Problem details
Repeat the data exactly, every last line of it.

Dataset content
....................

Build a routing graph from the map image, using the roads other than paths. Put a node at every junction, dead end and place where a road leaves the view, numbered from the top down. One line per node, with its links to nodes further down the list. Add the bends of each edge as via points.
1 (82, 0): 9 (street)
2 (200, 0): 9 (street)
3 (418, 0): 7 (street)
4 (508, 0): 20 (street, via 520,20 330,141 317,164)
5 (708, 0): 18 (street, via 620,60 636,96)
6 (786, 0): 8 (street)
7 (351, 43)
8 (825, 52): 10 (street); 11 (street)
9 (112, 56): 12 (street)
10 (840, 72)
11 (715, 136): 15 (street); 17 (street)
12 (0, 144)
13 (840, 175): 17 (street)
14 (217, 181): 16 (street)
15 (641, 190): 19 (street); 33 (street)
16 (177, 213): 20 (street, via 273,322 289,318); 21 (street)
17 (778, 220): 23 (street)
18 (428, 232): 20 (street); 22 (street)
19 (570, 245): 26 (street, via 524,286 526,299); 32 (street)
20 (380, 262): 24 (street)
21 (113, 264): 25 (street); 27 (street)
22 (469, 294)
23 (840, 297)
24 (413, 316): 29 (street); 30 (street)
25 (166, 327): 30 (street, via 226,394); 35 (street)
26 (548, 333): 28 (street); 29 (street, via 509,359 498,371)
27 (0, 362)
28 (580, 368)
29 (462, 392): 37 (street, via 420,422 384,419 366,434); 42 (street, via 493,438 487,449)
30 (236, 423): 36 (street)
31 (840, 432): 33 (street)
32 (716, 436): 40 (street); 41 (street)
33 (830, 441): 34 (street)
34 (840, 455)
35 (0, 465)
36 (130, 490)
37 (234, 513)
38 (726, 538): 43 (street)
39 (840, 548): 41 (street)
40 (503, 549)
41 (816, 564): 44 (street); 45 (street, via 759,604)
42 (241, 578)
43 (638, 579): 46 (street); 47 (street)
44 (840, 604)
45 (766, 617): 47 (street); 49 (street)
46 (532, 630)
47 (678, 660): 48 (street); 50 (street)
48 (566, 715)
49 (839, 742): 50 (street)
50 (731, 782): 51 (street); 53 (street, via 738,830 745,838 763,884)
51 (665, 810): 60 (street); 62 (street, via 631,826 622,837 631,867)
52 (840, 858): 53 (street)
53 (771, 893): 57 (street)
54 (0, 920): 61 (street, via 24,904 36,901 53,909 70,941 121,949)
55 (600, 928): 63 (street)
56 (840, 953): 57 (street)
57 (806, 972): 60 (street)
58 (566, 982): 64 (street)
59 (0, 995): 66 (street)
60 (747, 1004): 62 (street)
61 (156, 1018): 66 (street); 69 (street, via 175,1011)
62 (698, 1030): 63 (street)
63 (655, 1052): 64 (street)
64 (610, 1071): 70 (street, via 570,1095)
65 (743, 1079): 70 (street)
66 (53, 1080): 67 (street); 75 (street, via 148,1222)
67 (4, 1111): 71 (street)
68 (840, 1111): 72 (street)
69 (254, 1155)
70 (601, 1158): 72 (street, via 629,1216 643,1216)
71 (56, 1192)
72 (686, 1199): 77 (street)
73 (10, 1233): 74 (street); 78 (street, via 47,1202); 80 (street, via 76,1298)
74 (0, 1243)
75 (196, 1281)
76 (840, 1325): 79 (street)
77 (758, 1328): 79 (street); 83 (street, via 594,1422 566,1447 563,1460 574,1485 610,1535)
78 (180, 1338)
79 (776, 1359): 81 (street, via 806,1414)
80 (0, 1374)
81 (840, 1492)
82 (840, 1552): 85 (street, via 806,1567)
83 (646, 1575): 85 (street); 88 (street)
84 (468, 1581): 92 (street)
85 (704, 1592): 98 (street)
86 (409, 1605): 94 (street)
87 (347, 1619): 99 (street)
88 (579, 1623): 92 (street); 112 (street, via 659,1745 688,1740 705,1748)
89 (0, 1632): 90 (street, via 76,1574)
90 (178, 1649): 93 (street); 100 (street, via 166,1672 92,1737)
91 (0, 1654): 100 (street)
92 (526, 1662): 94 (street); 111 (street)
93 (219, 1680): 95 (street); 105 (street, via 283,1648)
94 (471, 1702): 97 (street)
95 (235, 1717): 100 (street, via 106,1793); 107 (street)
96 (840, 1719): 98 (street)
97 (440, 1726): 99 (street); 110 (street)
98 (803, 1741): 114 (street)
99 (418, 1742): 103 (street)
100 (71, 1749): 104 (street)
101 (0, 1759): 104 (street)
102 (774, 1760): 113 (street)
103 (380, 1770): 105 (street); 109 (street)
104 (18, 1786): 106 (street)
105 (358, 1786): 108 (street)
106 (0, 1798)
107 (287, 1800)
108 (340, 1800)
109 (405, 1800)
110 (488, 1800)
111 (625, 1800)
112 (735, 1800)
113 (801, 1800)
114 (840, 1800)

....................

Response to the exercise
Build a routing graph from the map image, using the roads other than paths. Put a node at every junction, dead end and place where a road leaves the view, numbered from the top down. One line per node, with its links to nodes further down the list. Add the bends of each edge as via points.
1 (82, 0): 9 (street)
2 (200, 0): 9 (street)
3 (418, 0): 7 (street)
4 (508, 0): 20 (street, via 520,20 330,141 317,164)
5 (708, 0): 18 (street, via 620,60 636,96)
6 (786, 0): 8 (street)
7 (351, 43)
8 (825, 52): 10 (street); 11 (street)
9 (112, 56): 12 (street)
10 (840, 72)
11 (715, 136): 15 (street); 17 (street)
12 (0, 144)
13 (840, 175): 17 (street)
14 (217, 181): 16 (street)
15 (641, 190): 19 (street); 33 (street)
16 (177, 213): 20 (street, via 273,322 289,318); 21 (street)
17 (778, 220): 23 (street)
18 (428, 232): 20 (street); 22 (street)
19 (570, 245): 26 (street, via 524,286 526,299); 32 (street)
20 (380, 262): 24 (street)
21 (113, 264): 25 (street); 27 (street)
22 (469, 294)
23 (840, 297)
24 (413, 316): 29 (street); 30 (street)
25 (166, 327): 30 (street, via 226,394); 35 (street)
26 (548, 333): 28 (street); 29 (street, via 509,359 498,371)
27 (0, 362)
28 (580, 368)
29 (462, 392): 37 (street, via 420,422 384,419 366,434); 42 (street, via 493,438 487,449)
30 (236, 423): 36 (street)
31 (840, 432): 33 (street)
32 (716, 436): 40 (street); 41 (street)
33 (830, 441): 34 (street)
34 (840, 455)
35 (0, 465)
36 (130, 490)
37 (234, 513)
38 (726, 538): 43 (street)
39 (840, 548): 41 (street)
40 (503, 549)
41 (816, 564): 44 (street); 45 (street, via 759,604)
42 (241, 578)
43 (638, 579): 46 (street); 47 (street)
44 (840, 604)
45 (766, 617): 47 (street); 49 (street)
46 (532, 630)
47 (678, 660): 48 (street); 50 (street)
48 (566, 715)
49 (839, 742): 50 (street)
50 (731, 782): 51 (street); 53 (street, via 738,830 745,838 763,884)
51 (665, 810): 60 (street); 62 (street, via 631,826 622,837 631,867)
52 (840, 858): 53 (street)
53 (771, 893): 57 (street)
54 (0, 920): 61 (street, via 24,904 36,901 53,909 70,941 121,949)
55 (600, 928): 63 (street)
56 (840, 953): 57 (street)
57 (806, 972): 60 (street)
58 (566, 982): 64 (street)
59 (0, 995): 66 (street)
60 (747, 1004): 62 (street)
61 (156, 1018): 66 (street); 69 (street, via 175,1011)
62 (698, 1030): 63 (street)
63 (655, 1052): 64 (street)
64 (610, 1071): 70 (street, via 570,1095)
65 (743, 1079): 70 (street)
66 (53, 1080): 67 (street); 75 (street, via 148,1222)
67 (4, 1111): 71 (street)
68 (840, 1111): 72 (street)
69 (254, 1155)
70 (601, 1158): 72 (street, via 629,1216 643,1216)
71 (56, 1192)
72 (686, 1199): 77 (street)
73 (10, 1233): 74 (street); 78 (street, via 47,1202); 80 (street, via 76,1298)
74 (0, 1243)
75 (196, 1281)
76 (840, 1325): 79 (street)
77 (758, 1328): 79 (street); 83 (street, via 594,1422 566,1447 563,1460 574,1485 610,1535)
78 (180, 1338)
79 (776, 1359): 81 (street, via 806,1414)
80 (0, 1374)
81 (840, 1492)
82 (840, 1552): 85 (street, via 806,1567)
83 (646, 1575): 85 (street); 88 (street)
84 (468, 1581): 92 (street)
85 (704, 1592): 98 (street)
86 (409, 1605): 94 (street)
87 (347, 1619): 99 (street)
88 (579, 1623): 92 (street); 112 (street, via 659,1745 688,1740 705,1748)
89 (0, 1632): 90 (street, via 76,1574)
90 (178, 1649): 93 (street); 100 (street, via 166,1672 92,1737)
91 (0, 1654): 100 (street)
92 (526, 1662): 94 (street); 111 (street)
93 (219, 1680): 95 (street); 105 (street, via 283,1648)
94 (471, 1702): 97 (street)
95 (235, 1717): 100 (street, via 106,1793); 107 (street)
96 (840, 1719): 98 (street)
97 (440, 1726): 99 (street); 110 (street)
98 (803, 1741): 114 (street)
99 (418, 1742): 103 (street)
100 (71, 1749): 104 (street)
101 (0, 1759): 104 (street)
102 (774, 1760): 113 (street)
103 (380, 1770): 105 (street); 109 (street)
104 (18, 1786): 106 (street)
105 (358, 1786): 108 (street)
106 (0, 1798)
107 (287, 1800)
108 (340, 1800)
109 (405, 1800)
110 (488, 1800)
111 (625, 1800)
112 (735, 1800)
113 (801, 1800)
114 (840, 1800)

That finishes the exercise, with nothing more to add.